I think that my issue could be solved on this forum because this is about mathematic and numerical problems. If you think this is not the right place, please let me know.
I have coded an application which reproduces the transport of a vector along a geodesic (actually called "great circle" because I consider a spherical surface).
You can use it on the following link :
[transport animation][1]
The following image represents the starting scene of animation :
Once image is loaded, you can click on it to see the full window, change parameters on the right-top menu like angles of rotation along Ox and Oz axis, and starting vector coordinates (theta and phi components).
Finally, you can launch animation by clicking on "Start" button.
The yellow circle is the geodesic.
The shadow plane represents the tangent plane of the current point of geodesic (it is always face to the user. theta and phi basis vectors are represented by pink vectors).
You can see that turquoise vector is the initial vector and the green one is the transported vector (its angle with yellow geodesic is always the same).
This transport makes change the coordinates of green vector in local tangent plane (i.e shadow window) : these changes are ruled by computing the total differential of each vector component (the formula are located at the top-left window).
As you can see in output results called "Total differential for current Interation", I compute the value of $\text{D}v^{\theta}$ and $\text{D}v^{\varphi}$ between 2 consecutive iterations on the yellow great circle.
Here's below a figure representing the current value of tangent plane origin ($\theta,\varphi$) when I browse along the geodesic :
Here's below the figure representing the value of total differential for each iteration, (actually, like I said above, I compute the total differential between 2 consecutive iterations), up to the end of animation that I have performed by clicking on "Pause" button.
On the figure above, These total differentials ($\text{D}v^{\theta}$,$\text{D}v^{\varphi}$) are changing in a cyclic way, and mostly, $\text{D}v^{\theta}$ and $\text{D}v^{\varphi}$ are very closed to zero value (with order of 10^-2 for the amplitude on the figure above) : that are the expected values.
So everything seems to be good except one thing : When I want to do the summation of all previous total differential (for each iteration like above), I don't get a cyclic change and the values for both $\text{D}v^{\theta}$ and $\text{D}v^{\varphi}$ are increasing as and when animation is running.
Here's below the figure illustrating this increase :
If I do the summation of all terms corresponding each one to only one iteration, I compute :
$$\sum_{i=1}^{n} (\text{D}v^{\theta})_i = \sum_{i=1}^{n} (v^{\theta})_{i+1} - (v^{\theta})_{i} - (v^{\varphi})_i\, \text{sin}\theta_{i} \text{cos}\theta_{i} (\varphi_{i+1}-\varphi_i) $$
$\implies$
$$\sum_{i=1}^{n} (\text{D}v^{\theta})_i = (v^{\theta})_{n+1} - (v^{\theta})_{1} - \sum_{i=1}^{n} v^{\varphi}_i\, \text{sin}\theta_{i} \text{cos}\theta_{i} (\varphi_{i+1}-\varphi_i)$$
and the same king of computing for : $$\sum_{i=1}^{n} (\text{D}v^{\varphi})_i$$
My main isue is that I don't understand why the values of integrated total differential are increasing : If I let the animation during a long time, the values can be really different from zero (one excepts always the values to be closed to zero for this integrated total differential, like for only one iteration).
From a mathematic point of view, the total differential (for one interation or by summing) is always equal to zero but here, this is a numerical simulation, so I except values closed to zero, not strictly null.
Maybe, a little error is accumulated at each rotation.
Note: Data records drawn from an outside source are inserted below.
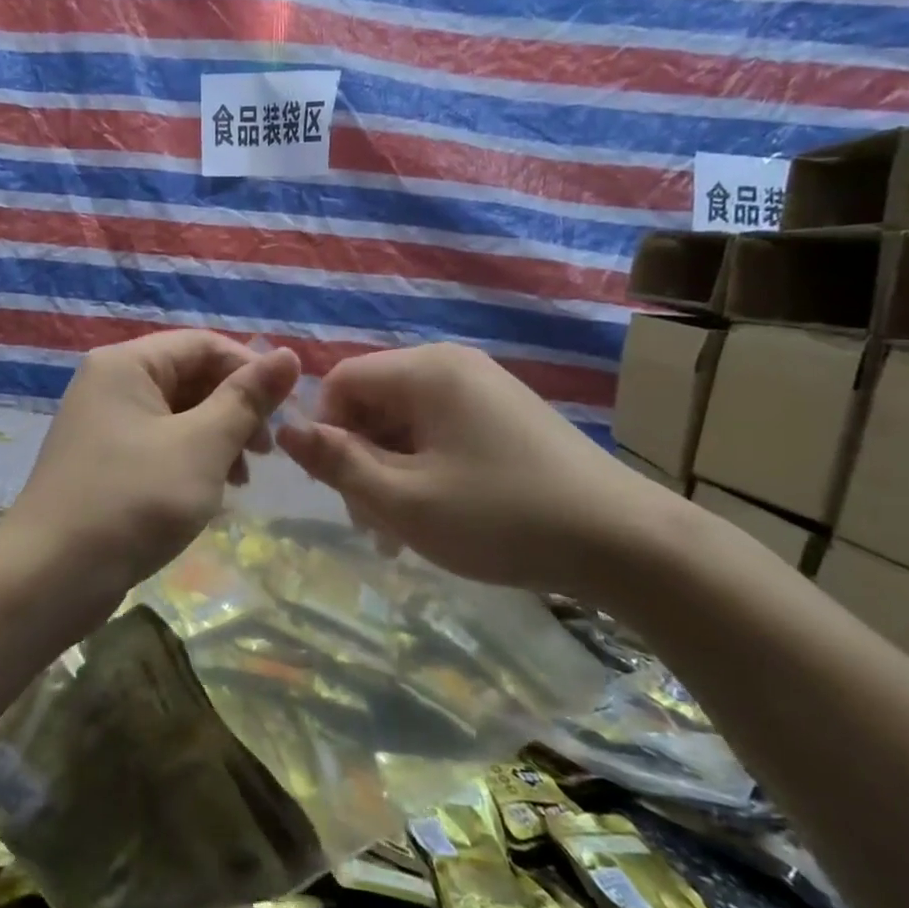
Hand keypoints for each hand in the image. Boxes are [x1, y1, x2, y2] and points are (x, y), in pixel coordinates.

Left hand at [1, 331, 300, 616]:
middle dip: (235, 410)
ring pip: (178, 415)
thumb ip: (247, 399)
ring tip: (243, 479)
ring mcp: (104, 424)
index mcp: (127, 364)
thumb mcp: (201, 446)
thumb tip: (289, 355)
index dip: (251, 370)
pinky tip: (212, 493)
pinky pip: (160, 445)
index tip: (287, 412)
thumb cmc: (132, 501)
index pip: (204, 344)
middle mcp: (110, 383)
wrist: (50, 578)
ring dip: (218, 438)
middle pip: (190, 377)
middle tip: (267, 453)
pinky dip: (192, 461)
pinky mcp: (104, 462)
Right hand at [276, 343, 679, 603]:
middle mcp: (452, 365)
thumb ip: (337, 462)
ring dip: (390, 471)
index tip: (338, 487)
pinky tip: (437, 514)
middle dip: (360, 459)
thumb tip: (284, 430)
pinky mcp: (505, 415)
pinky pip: (441, 431)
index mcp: (425, 371)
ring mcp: (483, 388)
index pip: (341, 380)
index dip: (325, 431)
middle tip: (373, 522)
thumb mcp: (403, 499)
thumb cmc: (501, 517)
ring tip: (403, 530)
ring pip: (405, 422)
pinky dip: (425, 469)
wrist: (624, 542)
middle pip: (373, 401)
However, I thought that error would be itself compensated when I am in positive latitude and negative case (for example or on another criterion), so the summation should be cyclic and not increasing.
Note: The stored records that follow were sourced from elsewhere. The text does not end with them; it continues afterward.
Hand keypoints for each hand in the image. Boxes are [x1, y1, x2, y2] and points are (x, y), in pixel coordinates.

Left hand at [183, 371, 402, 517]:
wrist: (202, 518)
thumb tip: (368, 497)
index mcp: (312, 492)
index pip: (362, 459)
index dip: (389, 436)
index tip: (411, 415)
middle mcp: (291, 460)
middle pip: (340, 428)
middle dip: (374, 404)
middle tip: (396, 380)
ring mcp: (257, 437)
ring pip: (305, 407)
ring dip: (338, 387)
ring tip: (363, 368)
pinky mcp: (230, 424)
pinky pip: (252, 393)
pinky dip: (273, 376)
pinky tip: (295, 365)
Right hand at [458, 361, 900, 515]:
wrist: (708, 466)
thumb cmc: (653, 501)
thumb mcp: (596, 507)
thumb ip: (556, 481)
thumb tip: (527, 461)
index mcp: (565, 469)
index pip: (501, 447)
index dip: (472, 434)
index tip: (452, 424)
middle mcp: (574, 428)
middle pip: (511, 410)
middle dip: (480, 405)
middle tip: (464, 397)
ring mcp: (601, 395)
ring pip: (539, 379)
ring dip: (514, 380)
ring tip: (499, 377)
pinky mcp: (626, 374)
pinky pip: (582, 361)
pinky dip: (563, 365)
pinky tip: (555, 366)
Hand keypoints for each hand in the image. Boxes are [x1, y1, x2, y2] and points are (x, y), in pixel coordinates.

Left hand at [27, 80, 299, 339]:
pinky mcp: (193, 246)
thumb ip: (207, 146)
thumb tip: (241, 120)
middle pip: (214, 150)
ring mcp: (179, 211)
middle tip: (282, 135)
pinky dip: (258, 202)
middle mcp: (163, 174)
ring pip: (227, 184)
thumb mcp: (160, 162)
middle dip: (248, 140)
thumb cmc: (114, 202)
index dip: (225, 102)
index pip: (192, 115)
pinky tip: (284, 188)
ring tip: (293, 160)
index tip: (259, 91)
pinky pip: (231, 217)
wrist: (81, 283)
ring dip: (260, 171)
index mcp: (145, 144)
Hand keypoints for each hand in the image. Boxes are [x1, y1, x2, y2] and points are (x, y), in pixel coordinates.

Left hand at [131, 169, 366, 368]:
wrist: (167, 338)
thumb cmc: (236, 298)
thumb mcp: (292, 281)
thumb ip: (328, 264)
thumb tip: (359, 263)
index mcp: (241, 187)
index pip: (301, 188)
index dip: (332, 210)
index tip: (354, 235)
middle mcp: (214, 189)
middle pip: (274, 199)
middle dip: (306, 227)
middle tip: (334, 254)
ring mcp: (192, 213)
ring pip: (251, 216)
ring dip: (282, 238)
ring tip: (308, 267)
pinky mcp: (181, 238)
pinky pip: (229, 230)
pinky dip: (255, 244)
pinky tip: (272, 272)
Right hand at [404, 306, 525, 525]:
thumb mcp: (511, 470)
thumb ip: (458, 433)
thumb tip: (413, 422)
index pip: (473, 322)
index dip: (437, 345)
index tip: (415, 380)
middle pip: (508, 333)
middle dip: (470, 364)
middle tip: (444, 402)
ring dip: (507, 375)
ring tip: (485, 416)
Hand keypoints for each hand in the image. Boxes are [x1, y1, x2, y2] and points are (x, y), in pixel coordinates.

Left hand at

If someone could help me to fix this issue, this would be kind.
Thanks
UPDATE 1:
@Professor Vector
Here is the result when I take the half of step used in all above figures : this figure represents the summation of total differential :
As you can see, the cumulated error is smaller. If I compare the area of "1000"-th iteration (which corresponds to "500"-th iteration for initial step (I mean the step used in all above figures, i.e step=0.01), the value is about 0.5e-4 with half step whereas the same area for initial step is 2e-4. So I have roughly about a factor 4x between the 2 cases.
Is there a way to prevent this increasing ? I think I could make decrease the error by taking again a smaller step but in this case, animation is very very ... slow.